Building a Generalized Horizon Chart Renderer in Altair
SIADS 522: Information Visualization I · University of Michigan · October 2025
Project Overview
This project was completed as part of SIADS 522: Information Visualization I at the University of Michigan. The goal was to build a generalized horizon chart renderer in Python and Altair from scratch — a chart type not natively supported by the library — capable of handling any time series input with configurable bands, colors, and axis formatting.
Horizon charts are a space-efficient technique for displaying dense time series data, commonly used in financial dashboards, climate visualization, and systems monitoring. Building one in Altair required understanding the chart type at a construction level — not just what it looks like, but the exact layering and clipping mechanics needed to produce it programmatically from arbitrary input data.
Skills demonstrated in this project
What is a Horizon Chart?
A horizon chart compresses a time series area chart into a fraction of its height by slicing it into equal-height bands and overlaying them. Each band is assigned a progressively darker color — lighter for values near the baseline, darker for extremes — so color intensity encodes magnitude while the shape of the area encodes trend. The mirrored variant handles negative values by folding at zero: positive values are encoded in one color scale (blues), negative in another (oranges/reds), overlaid in the same compact view.
What looks like a single chart is actually multiple Altair area layers — one per band — each clipped to its own domain and offset by the appropriate band height. The viewer sees one compact visualization; the renderer is assembling it layer by layer.
Implementation
The renderer is built around a single public function, horizonChart(), supported by five helper functions that each own one piece of the construction pipeline. This keeps the main function readable and each concern independently testable.
poscolors=[...], negcolors=[...], xaxis=None)
validate_dataset_quality()
Raises descriptive exceptions for empty dataframes, non-numeric columns, and null values before any rendering attempt is made.
get_value_mix()
Classifies the series as all-positive, all-negative, or mixed — determining which band construction paths are activated downstream.
color_validation()
Checks that the requested band count doesn't exceed the number of available colors, raising a clear exception if it does.
get_band_heights()
Calculates band height from the actual data range rather than hardcoding values, so the chart scales correctly to any input series.
create_band()
Constructs a single Altair area layer for a given band index — handling offset calculation, domain clipping, and color assignment for both positive and negative directions.
Band Construction
Each band is an Altair area chart with clip=True and a fixed domain on the y-axis equal to [0, band_height]. For band i, the underlying values are offset downward by band_height × i using Altair's transform_calculate — so the first band shows values from 0 to the band height, the second folds values from band_height to 2× band_height back into the same vertical space, and so on. All bands are then composed using Altair's layer operator (+) in a loop, producing a single chart object that renders as one cohesive visualization.
Handling Mixed Values
Mixed positive/negative series require separate band stacks for each direction.
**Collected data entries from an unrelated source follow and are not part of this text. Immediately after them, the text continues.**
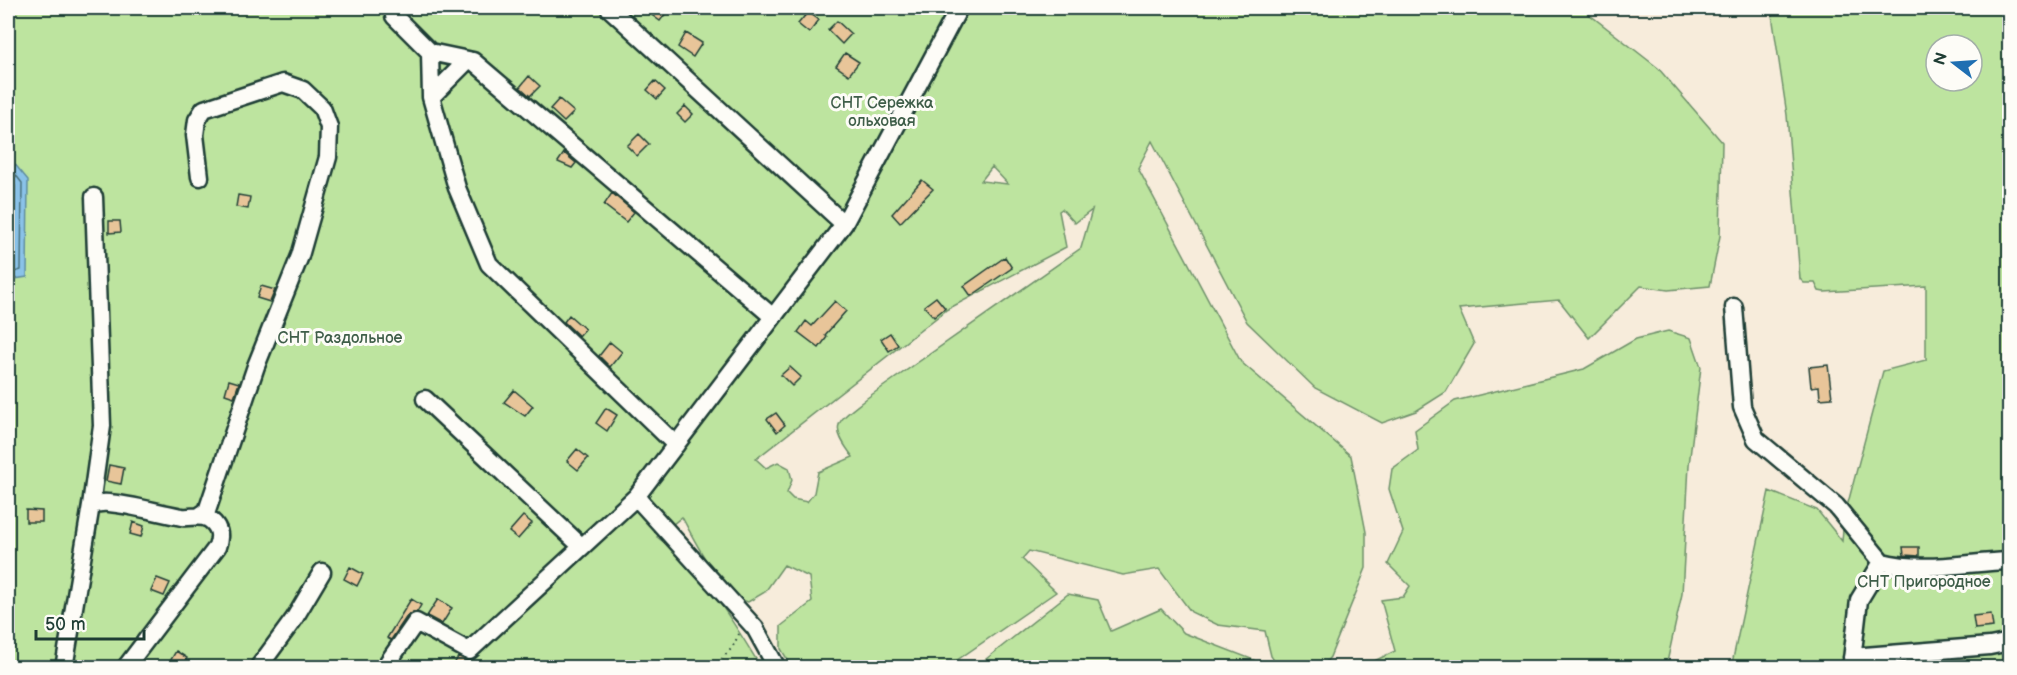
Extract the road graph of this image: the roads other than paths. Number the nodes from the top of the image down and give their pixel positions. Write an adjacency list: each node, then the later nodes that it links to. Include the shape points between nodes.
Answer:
1 (394, 8): 4 (lane, via 394,16)
2 (609, 8): 9 (lane)
3 (959, 8): 9 (lane)
4 (430, 52): 5 (lane); 6 (lane)
5 (468, 60): 6 (lane); 11 (lane)
6 (431, 97): 13 (lane, via 457,188 489,264)
7 (200, 177): 16 (lane, via 195,135 197,120 204,109 283,84 303,90 322,108 329,127 328,157 300,256 226,449 207,511)
8 (94, 197): 15 (lane, via 102,426)
9 (844, 224): 11 (lane)
10 (1734, 308): 19 (lane, via 1742,407 1756,439 1836,506)
11 (773, 317): 13 (lane)
12 (424, 399): 17 (lane)
13 (676, 445): 14 (lane)
14 (636, 497): 17 (lane); 27 (lane, via 755,628)
15 (91, 505): 16 (lane, via 110,503); 23 (lane)
16 (201, 516): 24 (lane, via 218,527 218,547)
17 (582, 547): 26 (lane, via 469,651 416,622)
18 (2010, 561): 19 (lane, via 1922,567)
19 (1882, 562): 22 (lane, via 1859,600)
20 (322, 572): 25 (lane, via 294,620)
21 (2010, 642): 22 (lane)
22 (1852, 662)
23 (64, 668)
24 (125, 668)
25 (258, 668)
26 (384, 668)
27 (777, 668)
The function generates positive bands from the raw values and negative bands by negating them, then composes both stacks into one chart. Band heights for each direction are calculated independently from the actual positive and negative ranges, so asymmetric data renders correctly without distortion — a series ranging from -2 to +10 won't have equal-height bands on both sides.
Interpolation
Default Altair area interpolation produces visual artifacts when negative values are introduced — it draws connecting lines between points in ways that incorrectly cross the zero axis. The renderer uses interpolate='monotone' throughout, which preserves the shape of the series while eliminating these crossing artifacts across both positive and negative band layers.
Input Validation
Rather than failing silently or producing a malformed chart, the renderer surfaces a custom exception with a descriptive message for each failure mode: empty dataframe, non-numeric column, all-zero values, and band count exceeding available colors. This makes the function behave like a proper library interface rather than a notebook script.
Chart Outputs
The renderer was validated against four input types: positive-only, negative-only, mixed positive/negative, and real-world multi-series weather data.
Sine Wave — Positive Values
A shifted sine wave with all-positive values. The lighter blue band covers the first range; the darker blue covers the second. Peaks appear darker as they exceed the first band threshold — amplitude is readable from color intensity without needing to read the y-axis.
Sine Wave — Mixed Values
The full sine wave rendered with 4 bands per direction. Blues encode positive values; reds and oranges encode negative. The oscillation is immediately readable in a compact height, and color intensity makes amplitude variation visible at a glance without reading axis values.
Seattle Weather — Wind, Min Temp, Max Temp
Three horizon charts stacked vertically, each showing the rolling percentage change in a different weather metric over time. This is the primary use case for horizon charts: comparing multiple dense time series in the vertical space a single standard chart would normally occupy. All three series are simultaneously visible without overlap or scale distortion.